The secondary purpose of the All Locations list is to allow ARD Administrators to recover (copy) referral information from the non-current Healthcare Service@Locations to ones that are current.

Common Scenario:
A Healthcare Service moves from one location to another. In this case the IA Healthcare Service@Location record will be made defunct (non-current) and a new Healthcare Service@Location record will be created with a current status. In this scenario the captured referral guidelines in ARD can become "orphaned" as they are not attached to any current IA healthcare service.

Categories of non-current or orphaned referral guidelines: INDIVIDUAL and COMMON.
The REFERRAL GUIDELINES section of the profile has the prefix INDIVIDUAL or COMMON to help you choose the method below when transferring referral guidelines from a non-current Healthcare Service@Location to a current healthcare service@location.

Individual referral process
  1. Click on a non-current (Red) Healthcare Service@Location at the bottom of the All Locations list.
  2. The non-current referral info is displayed with the link Copy this Referral Process to another Healthcare Service@Location link on the upper right hand corner. Click on the copy link.
  3. Choose a current location (Green or Brown) from the All Locations list.
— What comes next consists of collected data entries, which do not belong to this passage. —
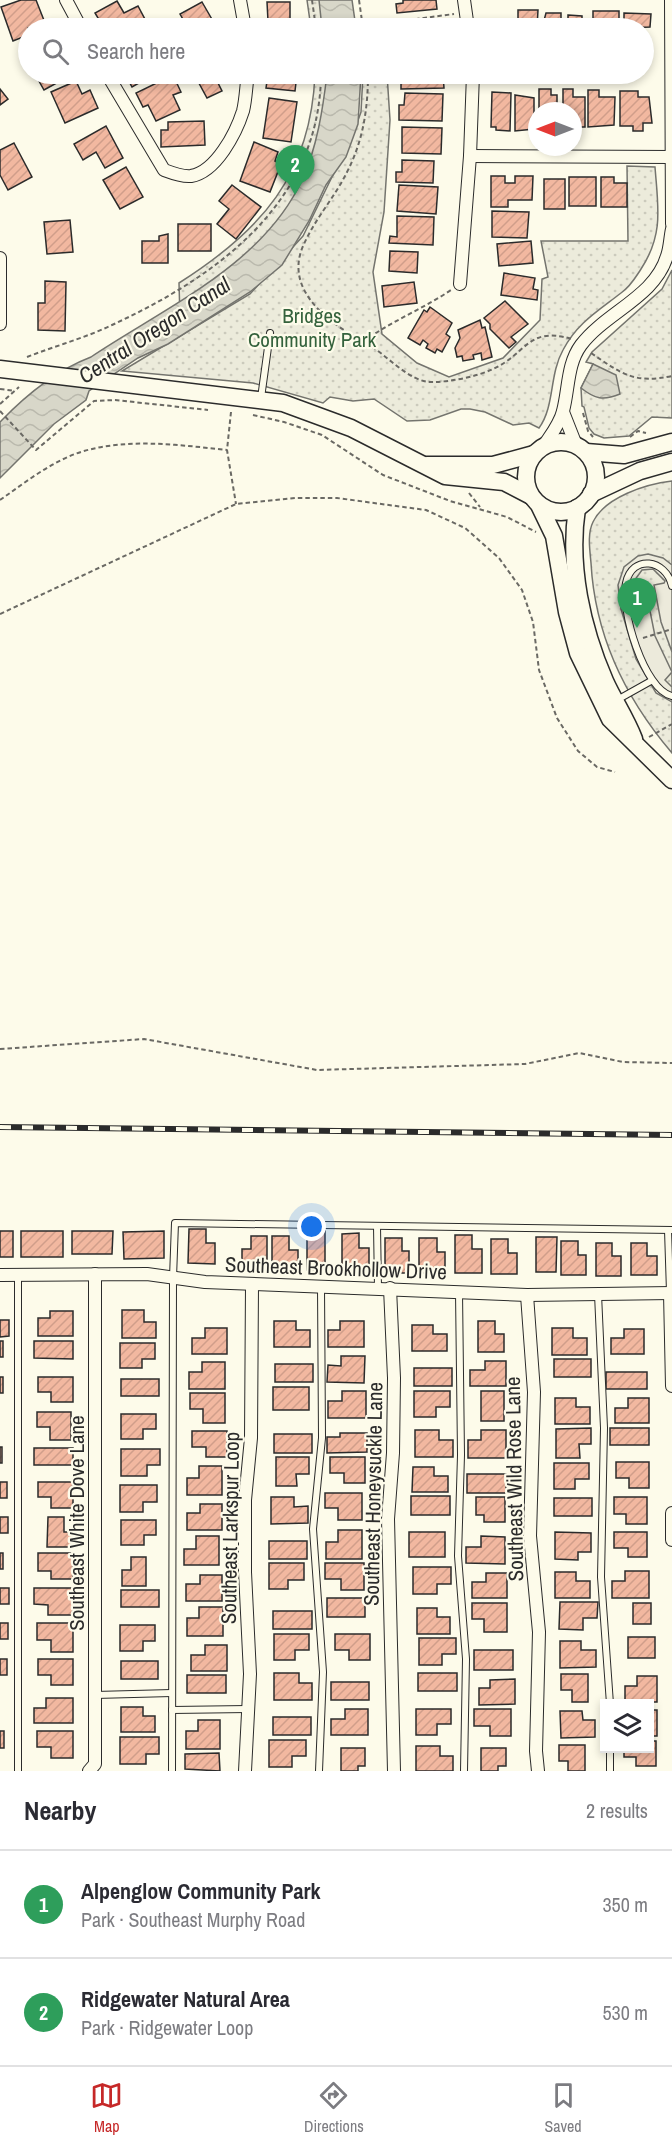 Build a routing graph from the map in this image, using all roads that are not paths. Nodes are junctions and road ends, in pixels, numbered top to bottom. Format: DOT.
graph roads {
  1 [pos="66,0"];
  2 [pos="240,0"];
  3 [pos="671,0"];
  4 [pos="76,18"];
  5 [pos="243,18"];
  6 [pos="671,79"];
  7 [pos="113,84"];
  8 [pos="247,84"];
  9 [pos="472,84"];
  10 [pos="470,156"];
  11 [pos="671,157"];
  12 [pos="672,224"];
  13 [pos="672,229"];
  14 [pos="0,258"];
  15 [pos="459,284"];
  16 [pos="0,324"];
  17 [pos="270,333"];
  18 [pos="0,369"];
  19 [pos="261,399"];
  20 [pos="563,412"];
  21 [pos="672,442"];
  22 [pos="581,449"];
  23 [pos="538,451"];
  24 [pos="672,462"];
  25 [pos="426,465"];
  26 [pos="591,494"];
  27 [pos="535,500"];
  28 [pos="577,508"];
  29 [pos="672,586"];
  30 [pos="651,681"];
  31 [pos="672,696"];
  32 [pos="616,700"];
  33 [pos="637,746"];
  34 [pos="672,780"];
  35 [pos="377,1226"];
  36 [pos="670,1230"];
  37 [pos="18,1274"];
  38 [pos="96,1274"];
  39 [pos="0,1275"];
  40 [pos="173,1278"];
  41 [pos="252,1285"];
  42 [pos="321,1287"];
  43 [pos="384,1288"];
  44 [pos="459,1292"];
  45 [pos="671,1293"];
  46 [pos="598,1294"];
  47 [pos="527,1295"];
  48 [pos="672,1386"];
  49 [pos="672,1513"];
  50 [pos="672,1540"];
  51 [pos="172,1693"];
  52 [pos="95,1695"];
  53 [pos="610,1699"];
  54 [pos="248,1709"];
  55 [pos="172,1710"];
  56 [pos="610,1753"];
  57 [pos="18,1771"];
  58 [pos="89,1771"];
  59 [pos="172,1771"];
  60 [pos="245,1771"];
  61 [pos="319,1771"];
  62 [pos="394,1771"];
  63 [pos="465,1771"];
  64 [pos="538,1771"];
  65 [pos="610,1771"];
  1 -- 4 [label="street"];
  2 -- 5 [label="street"];
  3 -- 6 [label="street"];
  6 -- 11 [label="street"];
  7 -- 8 [label="street"];
  9 -- 10 [label="street"];
  10 -- 11 [label="street"];
  10 -- 15 [label="street"];
  11 -- 12 [label="street"];
  13 -- 20 [label="street"];
  14 -- 16 [label="street"];
  17 -- 19 [label="lane"];
  18 -- 19 [label="main road"];
  19 -- 25 [label="main road"];
  20 -- 22 [label="street"];
  20 -- 23 [label="street"];
  21 -- 22 [label="main road"];
  22 -- 23 [label="main road"];
  22 -- 26 [label="main road"];
  23 -- 25 [label="main road"];
  23 -- 27 [label="main road"];
  24 -- 26 [label="main road"];
  25 -- 27 [label="main road"];
  26 -- 28 [label="main road"];
  27 -- 28 [label="main road"];
  27 -- 33 [label="main road"];
  28 -- 32 [label="main road"];
  29 -- 30 [label="lane"];
  30 -- 31 [label="lane"];
  30 -- 32 [label="lane"];
  32 -- 33 [label="main road"];
  33 -- 34 [label="main road"];
  35 -- 36 [label="lane"];
  35 -- 40 [label="lane"];
  35 -- 43 [label="lane"];
  36 -- 45 [label="lane"];
  37 -- 38 [label="street, Southeast Brookhollow Drive"];
  37 -- 39 [label="street, Southeast Brookhollow Drive"];
  37 -- 57 [label="lane"];
  38 -- 40 [label="street, Southeast Brookhollow Drive"];
  38 -- 52 [label="street, Southeast White Dove Lane"];
  40 -- 41 [label="street, Southeast Brookhollow Drive"];
  40 -- 51 [label="lane"];
  41 -- 42 [label="street, Southeast Brookhollow Drive"];
  41 -- 54 [label="street, Southeast Larkspur Loop"];
  42 -- 43 [label="street, Southeast Brookhollow Drive"];
  42 -- 61 [label="lane"];
  43 -- 44 [label="street, Southeast Brookhollow Drive"];
  43 -- 62 [label="street, Southeast Honeysuckle Lane"];
  44 -- 47 [label="street, Southeast Brookhollow Drive"];
  44 -- 63 [label="lane"];
  45 -- 46 [label="street, Southeast Brookhollow Drive"];
  45 -- 48 [label="street"];
  46 -- 47 [label="street, Southeast Brookhollow Drive"];
  46 -- 53 [label="lane"];
  47 -- 64 [label="street, Southeast Wild Rose Lane"];
  49 -- 50 [label="street"];
  51 -- 52 [label="lane"];
  51 -- 55 [label="lane"];
  52 -- 58 [label="street, Southeast White Dove Lane"];
  54 -- 55 [label="lane"];
  54 -- 60 [label="street, Southeast Larkspur Loop"];
  55 -- 59 [label="lane"];
  56 -- 65 [label="lane"];
}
This will be the Healthcare Service@Location you are pasting the referral info into.
  4. The system will display the Edit Referral Info screen populated with the referral info from the non-current Healthcare Service@Location you viewed in the first step.
  5. Click Save and the referral info is transferred from the non-current Healthcare Service@Location to the current one.
  6. Repeat these steps for each Healthcare Service@Location that needs attention.

Common referral process - 2 sub cases.
Case 1: At least 1 current Healthcare Service@Location with common referral info is with current status for this healthcare service; One or more Healthcare Healthcare Service@Locations where replaced by new one.
  1. Click on any current Healthcare Service@Location whether it has referral info (Green) or not (Brown).
  2. The healthcare service location opens in the Edit Referral Info screen populated with the current common referral info.
  3. Save it. 
  4. All locations will be updated with the common referral information, including all the locations that don't have referral info yet (Brown). The non-current referrals (Red) will also be updated.
Case 2:  All Healthcare Healthcare Service@Locations for a healthcare service are set to a non-current status and replaced by new ones. In this case there is no current additional referral info to copy from, so the only alternative is to pick up the non-current common referral process (Red). Follow the steps described in the section Individual Referral Process above to copy/paste the non-current common referral info to the current healthcare service locations.
Generally we want to replicate current common referral info to new or replaced healthcare service locations. We only resort to copying non-current common referral info if there is no other option.

Remember: Some fields can be location specific with the common referral process:
Parking Instructions, Directions, Parking Map, Wait Time, Referral Phone or Referral Fax.
To update these items you have to edit each Healthcare Service@Location separately.

ADDITONAL NOTES:
  • The info icon after the All Locations drop down will be visible to ARD Administrators.